DEATH OF Mr. T. G. MESSENGER, – We have to record the death, at a late hour on Monday night, of Mr. Thomas G. Messenger, at his residence Linden, Burton-street, Loughborough. Although not a public man in the usual sense of the term, Mr. Messenger was one of Loughborough’s prominent townsmen, and one of Loughborough’s prominent townsmen, and one who in years gone by was closely connected with the industrial and commercial life of the borough. The deceased gentleman began his business career as a plumber, gradually developing his trade in the special line of horticultural and inventive turn of mind, with the result that he soon, gained a name and reputation in the country. Among his inventions was a hot water boiler, which he patented, and for which there was a considerable demand. He also became one of the three or four firms in the country with whom large horticultural contracts were placed. During Mr. Messenger’s connection with the business, it was carried on in the premises at the back of the High-street. About the year 1876 he retired from the concern, which was taken over by Mr. W. C. Burder and Mr. A. A. Bumpus. A few years later in partnership was dissolved, and Mr. A. W. N. Burder took the place of Mr. Bumpus in the firm. For some time after giving up this business, Mr. Messenger carried on a smaller concern, the principal work of which was the manufacture of valves, but after a few years he gave up this too. Since his retirement, the deceased gentleman devoted considerable attention to building operations, for which he had a keen fancy, and also entered on various speculations in brickworks with more or less success. At the time his last illness began, he was engaged in laying out a new street on the Park-road estate, which he was not to live to see complete. For several years Mr. Messenger had lived in Burton-street, and before then occupied the house now the residence of Councillor E. Moss, in Park-road[3]. His last illness had not been of long duration, a severe attack of jaundice, with complications, proving too serious for him at his advanced age. He was about 72 years of age, and leaves a widow, one son, and two daughters, one of the latter married and living at Derby, and the other at Loughborough. Mr. Messenger was a member of the Plymouth Brethren[4], and was one of the principal supporters of their place of worship in School-street. It was in conformity with the tenors of his faith that he took no part in public life, nor in politics.
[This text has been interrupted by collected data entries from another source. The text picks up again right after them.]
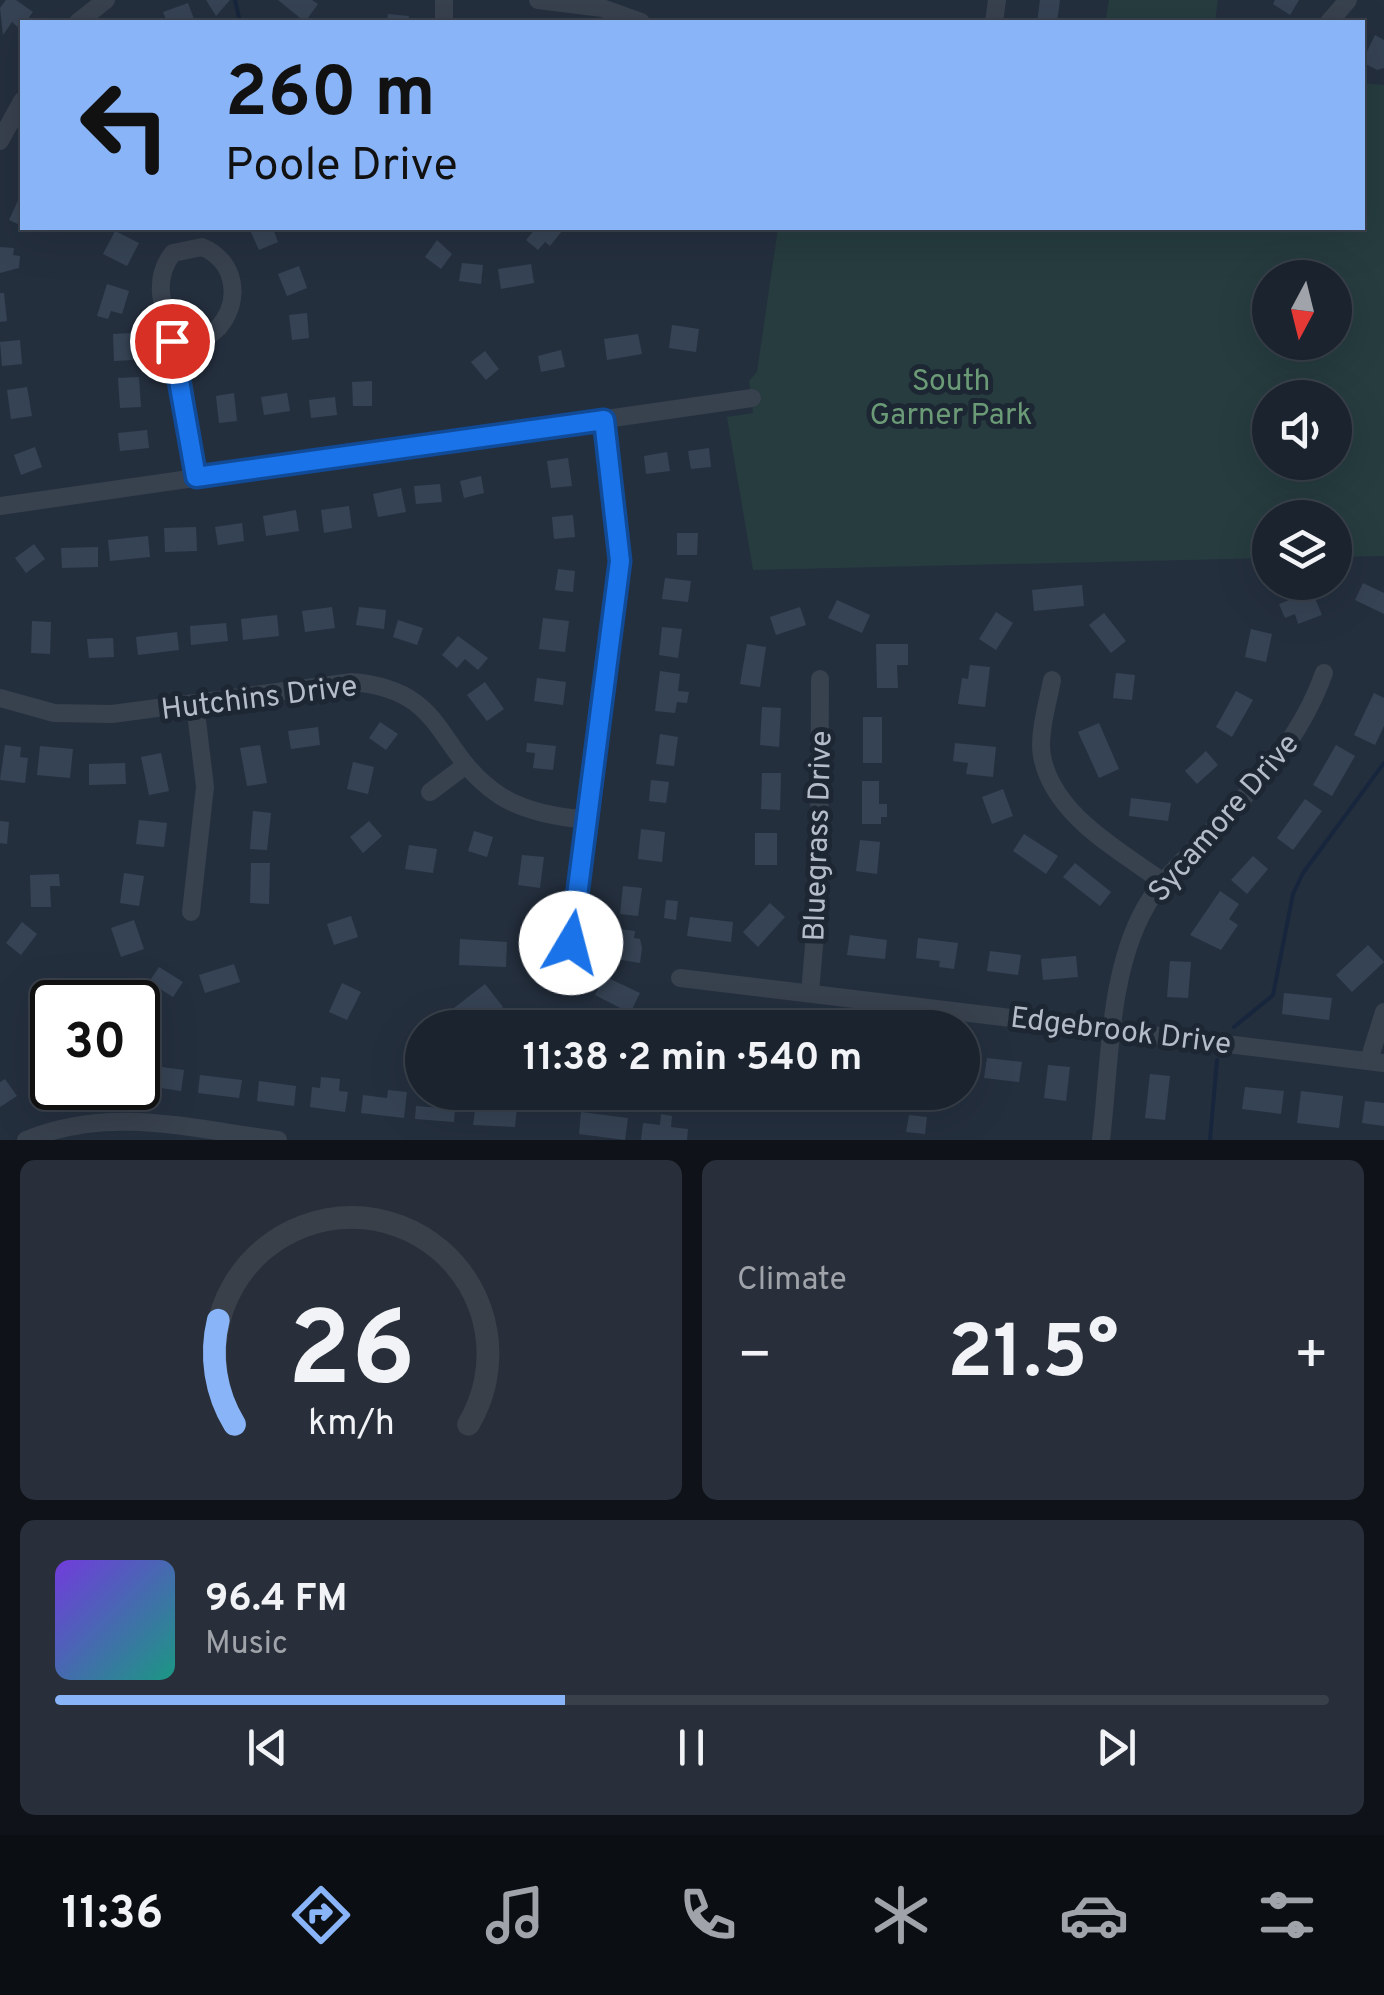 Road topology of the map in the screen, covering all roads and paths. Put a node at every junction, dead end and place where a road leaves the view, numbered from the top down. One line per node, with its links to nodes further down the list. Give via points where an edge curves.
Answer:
1 (106, 0): 4 (street)
2 (538, 0): 5 (street, via 602,8)
3 (1348, 0): 6 (street)
4 (81, 20)
5 (635, 20)
6 (1331, 20)
7 (20, 105): 8 (street)
8 (0, 141)
9 (178, 356): 9 (street, via 163,312 162,276 173,253 202,247 219,256 232,280 230,308 215,332); 12 (street)
10 (752, 398): 11 (street)
11 (604, 420): 12 (street); 21 (street, via 620,561)
12 (196, 477): 13 (street)
13 (0, 506)
14 (1324, 673): 22 (street, Sycamore Drive, via 1284,754)
15 (820, 679): 26 (street, Bluegrass Drive, via 819,888)
16 (1052, 680): 22 (street, via 1042,755 1051,782 1070,811)
17 (0, 698): 18 (street, Hutchins Drive, via 78,715)
18 (195, 704): 19 (street, Hutchins Drive, via 352,682 385,685 422,704); 23 (street, via 205,786)
19 (466, 765): 20 (street); 21 (street, Hutchins Drive, via 518,805)
20 (430, 792)
21 (588, 820): 24 (street, via 571,943)
22 (1163, 882): 28 (street, Sycamore Drive, via 1132,939)
23 (191, 912)
24 (556, 960)
25 (680, 978): 26 (street, Edgebrook Drive)
26 (810, 993): 28 (street, Edgebrook Drive)
27 (1384, 1012): 29 (street)
28 (1115, 1029): 29 (street, Edgebrook Drive); 32 (street, Sycamore Drive)
29 (1377, 1062)
30 (26, 1140): 31 (street, via 109,1118)
31 (278, 1140)
32 (1101, 1140)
It appears that he had moved a short period before his death, for some unknown reason, from No. 20 Burton Street, next door, to No. 21, another of his other properties. There are four independent references attaching him to No. 21 around the time of his death. Firstly, the notice of the death that appeared in the local newspapers (The Loughborough Monitor and News, and The Leicester Chronicle and The Leicestershire Mercury); secondly, the obituary references Linden, which is No. 21; thirdly, Wright’s Directory of Leicestershire for 1899; fourthly, a sale of furniture by his wife in November 1899[5]. The last known reference to him living at No. 2o is in the 1899 edition of Wills’ Loughborough Almanac and Street Directory, although actually compiled in November 1898.


Thomas Messenger left an estate valued at £39,167 14s. 4d.[6] and in his will[7], dated 25th June 1899, he appointed his son Hugh and brother-in-law, Douglas Rickard as both executors and trustees.


  1. Plot 10067.
  2. The Loughborough Monitor & News, 14th September 1899.
  3. In 1899 (Kelly’s Directory of Leicestershire and Rutland), Mr. Edwin Moss was living at No. 55, Park Road.
  4. The Brethren movement began in Dublin in the late 1820s with a group of men (John Nelson Darby, Anthony Norris Groves, John Bellett, Edward Cronin and Francis Hutchinson) who felt that the established Church had become too involved with the secular state and abandoned many of the basic truths of Christianity.The first Brethren assembly in England was established at Plymouth in 1831, which is why Brethren are often called Plymouth Brethren.
  5. The Loughborough Monitor & News, 16th November 1899.
  6. In 1899, £39,167-14s-4d would have the equivalent spending worth of about £2.15 million today.